**Task instructions**
From the entries that follow, report every line in which "roads" occurs.

-- Data follows --

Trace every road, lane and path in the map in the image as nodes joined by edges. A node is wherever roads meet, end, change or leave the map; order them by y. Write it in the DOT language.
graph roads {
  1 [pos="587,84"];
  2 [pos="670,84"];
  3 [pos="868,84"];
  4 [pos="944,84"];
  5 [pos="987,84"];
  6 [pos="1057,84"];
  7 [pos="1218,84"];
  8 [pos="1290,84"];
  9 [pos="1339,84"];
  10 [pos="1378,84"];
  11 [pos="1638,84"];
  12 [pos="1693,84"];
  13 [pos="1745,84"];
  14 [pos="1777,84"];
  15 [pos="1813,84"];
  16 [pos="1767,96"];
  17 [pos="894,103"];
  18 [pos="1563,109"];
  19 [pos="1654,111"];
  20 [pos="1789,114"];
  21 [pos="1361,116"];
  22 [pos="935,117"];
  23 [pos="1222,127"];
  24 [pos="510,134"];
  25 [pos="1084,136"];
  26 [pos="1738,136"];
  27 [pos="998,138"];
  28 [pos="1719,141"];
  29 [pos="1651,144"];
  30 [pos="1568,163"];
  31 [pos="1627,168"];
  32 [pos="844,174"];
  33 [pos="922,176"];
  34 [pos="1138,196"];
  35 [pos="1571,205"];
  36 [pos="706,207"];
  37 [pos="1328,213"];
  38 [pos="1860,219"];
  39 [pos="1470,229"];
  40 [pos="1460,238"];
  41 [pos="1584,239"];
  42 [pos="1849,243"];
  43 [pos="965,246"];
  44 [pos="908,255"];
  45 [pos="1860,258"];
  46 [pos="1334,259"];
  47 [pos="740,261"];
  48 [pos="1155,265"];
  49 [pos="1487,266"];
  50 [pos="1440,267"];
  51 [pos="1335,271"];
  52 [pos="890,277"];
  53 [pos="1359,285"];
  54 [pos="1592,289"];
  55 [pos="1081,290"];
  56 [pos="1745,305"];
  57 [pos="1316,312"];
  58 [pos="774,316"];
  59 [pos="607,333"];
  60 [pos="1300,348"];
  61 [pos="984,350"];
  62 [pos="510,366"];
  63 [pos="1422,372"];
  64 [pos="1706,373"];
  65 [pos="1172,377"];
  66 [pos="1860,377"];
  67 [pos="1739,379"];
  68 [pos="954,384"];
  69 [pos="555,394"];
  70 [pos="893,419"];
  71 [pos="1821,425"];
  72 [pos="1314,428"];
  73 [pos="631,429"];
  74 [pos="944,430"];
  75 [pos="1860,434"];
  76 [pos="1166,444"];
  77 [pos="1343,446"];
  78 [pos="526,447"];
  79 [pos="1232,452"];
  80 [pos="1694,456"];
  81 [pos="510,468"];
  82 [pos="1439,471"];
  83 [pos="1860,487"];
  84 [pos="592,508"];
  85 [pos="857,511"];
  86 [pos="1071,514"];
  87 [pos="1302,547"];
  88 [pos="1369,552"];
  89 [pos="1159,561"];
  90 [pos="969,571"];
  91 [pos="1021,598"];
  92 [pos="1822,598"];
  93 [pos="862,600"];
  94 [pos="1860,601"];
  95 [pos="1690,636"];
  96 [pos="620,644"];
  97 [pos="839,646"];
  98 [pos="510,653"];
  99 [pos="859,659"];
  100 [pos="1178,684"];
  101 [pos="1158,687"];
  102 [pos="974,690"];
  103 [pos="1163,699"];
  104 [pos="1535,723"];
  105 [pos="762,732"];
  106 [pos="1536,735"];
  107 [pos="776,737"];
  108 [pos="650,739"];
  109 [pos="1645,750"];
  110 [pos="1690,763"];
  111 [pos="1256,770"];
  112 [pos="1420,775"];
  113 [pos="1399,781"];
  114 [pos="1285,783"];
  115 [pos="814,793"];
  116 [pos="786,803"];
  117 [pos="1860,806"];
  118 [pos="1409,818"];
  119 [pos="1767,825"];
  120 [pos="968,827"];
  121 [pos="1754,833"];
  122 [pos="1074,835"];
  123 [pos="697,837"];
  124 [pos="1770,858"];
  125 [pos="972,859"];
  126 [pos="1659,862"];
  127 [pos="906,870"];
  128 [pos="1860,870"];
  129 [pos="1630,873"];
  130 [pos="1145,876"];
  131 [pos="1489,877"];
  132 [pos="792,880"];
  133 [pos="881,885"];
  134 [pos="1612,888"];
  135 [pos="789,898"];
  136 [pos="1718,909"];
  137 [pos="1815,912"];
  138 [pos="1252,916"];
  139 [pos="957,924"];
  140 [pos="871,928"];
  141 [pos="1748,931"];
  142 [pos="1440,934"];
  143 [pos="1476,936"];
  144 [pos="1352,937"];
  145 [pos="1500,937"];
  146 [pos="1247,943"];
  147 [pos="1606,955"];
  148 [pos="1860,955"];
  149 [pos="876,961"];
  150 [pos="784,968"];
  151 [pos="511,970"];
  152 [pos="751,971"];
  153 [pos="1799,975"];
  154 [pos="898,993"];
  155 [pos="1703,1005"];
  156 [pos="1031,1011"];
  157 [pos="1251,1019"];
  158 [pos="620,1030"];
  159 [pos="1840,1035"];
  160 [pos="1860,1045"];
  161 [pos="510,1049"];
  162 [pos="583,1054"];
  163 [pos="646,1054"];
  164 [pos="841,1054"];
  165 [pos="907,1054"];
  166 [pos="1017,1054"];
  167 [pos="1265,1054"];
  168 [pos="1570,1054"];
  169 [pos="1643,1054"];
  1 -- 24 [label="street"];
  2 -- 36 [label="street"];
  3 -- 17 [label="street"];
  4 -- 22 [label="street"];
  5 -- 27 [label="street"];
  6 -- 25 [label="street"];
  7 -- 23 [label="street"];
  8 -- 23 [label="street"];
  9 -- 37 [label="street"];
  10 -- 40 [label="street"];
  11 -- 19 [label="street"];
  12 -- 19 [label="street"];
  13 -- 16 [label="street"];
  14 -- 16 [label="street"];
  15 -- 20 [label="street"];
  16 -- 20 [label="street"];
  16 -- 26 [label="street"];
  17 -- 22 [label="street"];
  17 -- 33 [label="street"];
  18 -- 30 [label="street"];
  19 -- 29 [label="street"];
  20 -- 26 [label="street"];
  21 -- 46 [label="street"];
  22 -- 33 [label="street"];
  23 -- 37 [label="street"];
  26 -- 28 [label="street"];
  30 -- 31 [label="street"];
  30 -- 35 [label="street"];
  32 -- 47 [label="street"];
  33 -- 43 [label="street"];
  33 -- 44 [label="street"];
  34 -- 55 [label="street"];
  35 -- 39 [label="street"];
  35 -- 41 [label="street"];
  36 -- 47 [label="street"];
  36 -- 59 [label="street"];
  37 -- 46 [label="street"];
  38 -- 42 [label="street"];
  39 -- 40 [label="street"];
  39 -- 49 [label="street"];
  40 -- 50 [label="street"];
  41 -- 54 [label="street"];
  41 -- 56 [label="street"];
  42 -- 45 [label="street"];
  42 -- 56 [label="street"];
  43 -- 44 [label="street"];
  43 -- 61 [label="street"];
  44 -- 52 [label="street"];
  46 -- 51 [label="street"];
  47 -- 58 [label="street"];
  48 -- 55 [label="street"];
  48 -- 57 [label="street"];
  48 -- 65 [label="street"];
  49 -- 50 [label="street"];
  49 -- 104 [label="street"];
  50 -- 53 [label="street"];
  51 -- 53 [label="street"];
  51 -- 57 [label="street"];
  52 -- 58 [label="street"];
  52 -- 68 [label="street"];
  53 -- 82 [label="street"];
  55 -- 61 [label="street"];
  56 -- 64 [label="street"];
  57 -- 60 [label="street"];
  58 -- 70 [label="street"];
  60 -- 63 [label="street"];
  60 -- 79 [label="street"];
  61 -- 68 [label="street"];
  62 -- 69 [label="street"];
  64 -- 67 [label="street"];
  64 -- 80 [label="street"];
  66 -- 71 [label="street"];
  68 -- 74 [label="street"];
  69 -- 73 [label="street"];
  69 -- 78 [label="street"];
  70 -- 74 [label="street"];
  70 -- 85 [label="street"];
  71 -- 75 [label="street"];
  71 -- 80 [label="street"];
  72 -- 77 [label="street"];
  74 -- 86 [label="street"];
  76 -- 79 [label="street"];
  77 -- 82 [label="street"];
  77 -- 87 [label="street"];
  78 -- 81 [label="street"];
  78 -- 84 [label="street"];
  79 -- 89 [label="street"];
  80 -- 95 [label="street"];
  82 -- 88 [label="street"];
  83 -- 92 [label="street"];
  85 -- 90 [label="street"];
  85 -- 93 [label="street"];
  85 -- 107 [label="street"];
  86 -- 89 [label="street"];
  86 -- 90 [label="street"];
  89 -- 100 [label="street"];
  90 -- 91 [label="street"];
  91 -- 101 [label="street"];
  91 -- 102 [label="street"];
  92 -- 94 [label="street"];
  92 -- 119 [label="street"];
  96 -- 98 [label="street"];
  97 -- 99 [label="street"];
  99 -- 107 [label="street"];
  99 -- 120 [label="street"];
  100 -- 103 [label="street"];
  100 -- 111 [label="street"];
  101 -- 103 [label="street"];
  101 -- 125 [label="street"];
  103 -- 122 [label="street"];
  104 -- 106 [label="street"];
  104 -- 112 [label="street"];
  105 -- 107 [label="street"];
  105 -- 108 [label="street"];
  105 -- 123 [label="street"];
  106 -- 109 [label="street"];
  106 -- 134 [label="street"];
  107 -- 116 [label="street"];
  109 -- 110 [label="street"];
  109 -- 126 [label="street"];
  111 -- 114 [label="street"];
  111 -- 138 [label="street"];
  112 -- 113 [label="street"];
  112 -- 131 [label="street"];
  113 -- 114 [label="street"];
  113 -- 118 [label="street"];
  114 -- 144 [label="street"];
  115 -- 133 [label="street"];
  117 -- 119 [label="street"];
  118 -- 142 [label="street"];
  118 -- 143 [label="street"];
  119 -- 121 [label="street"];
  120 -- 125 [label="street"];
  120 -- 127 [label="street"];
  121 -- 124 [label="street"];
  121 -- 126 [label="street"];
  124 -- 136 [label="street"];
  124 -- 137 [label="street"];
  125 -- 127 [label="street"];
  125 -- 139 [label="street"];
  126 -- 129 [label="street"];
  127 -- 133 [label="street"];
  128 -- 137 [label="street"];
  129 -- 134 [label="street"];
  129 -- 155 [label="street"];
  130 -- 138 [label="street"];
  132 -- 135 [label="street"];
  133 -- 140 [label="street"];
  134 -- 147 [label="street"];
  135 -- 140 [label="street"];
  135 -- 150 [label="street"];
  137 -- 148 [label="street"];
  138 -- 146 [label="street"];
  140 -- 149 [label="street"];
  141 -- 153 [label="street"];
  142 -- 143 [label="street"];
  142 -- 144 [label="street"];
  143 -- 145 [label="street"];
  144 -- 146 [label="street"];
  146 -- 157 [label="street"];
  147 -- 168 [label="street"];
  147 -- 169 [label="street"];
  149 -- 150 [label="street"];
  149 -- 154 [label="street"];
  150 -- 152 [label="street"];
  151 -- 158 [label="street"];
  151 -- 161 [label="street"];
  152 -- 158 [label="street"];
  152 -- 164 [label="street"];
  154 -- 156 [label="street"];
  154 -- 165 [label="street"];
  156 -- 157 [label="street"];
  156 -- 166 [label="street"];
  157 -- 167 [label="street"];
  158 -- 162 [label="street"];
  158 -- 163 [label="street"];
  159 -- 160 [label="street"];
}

-- Data concluded --

**Expected answer**
Trace every road, lane and path in the map in the image as nodes joined by edges. A node is wherever roads meet, end, change or leave the map; order them by y. Write it in the DOT language.
graph roads {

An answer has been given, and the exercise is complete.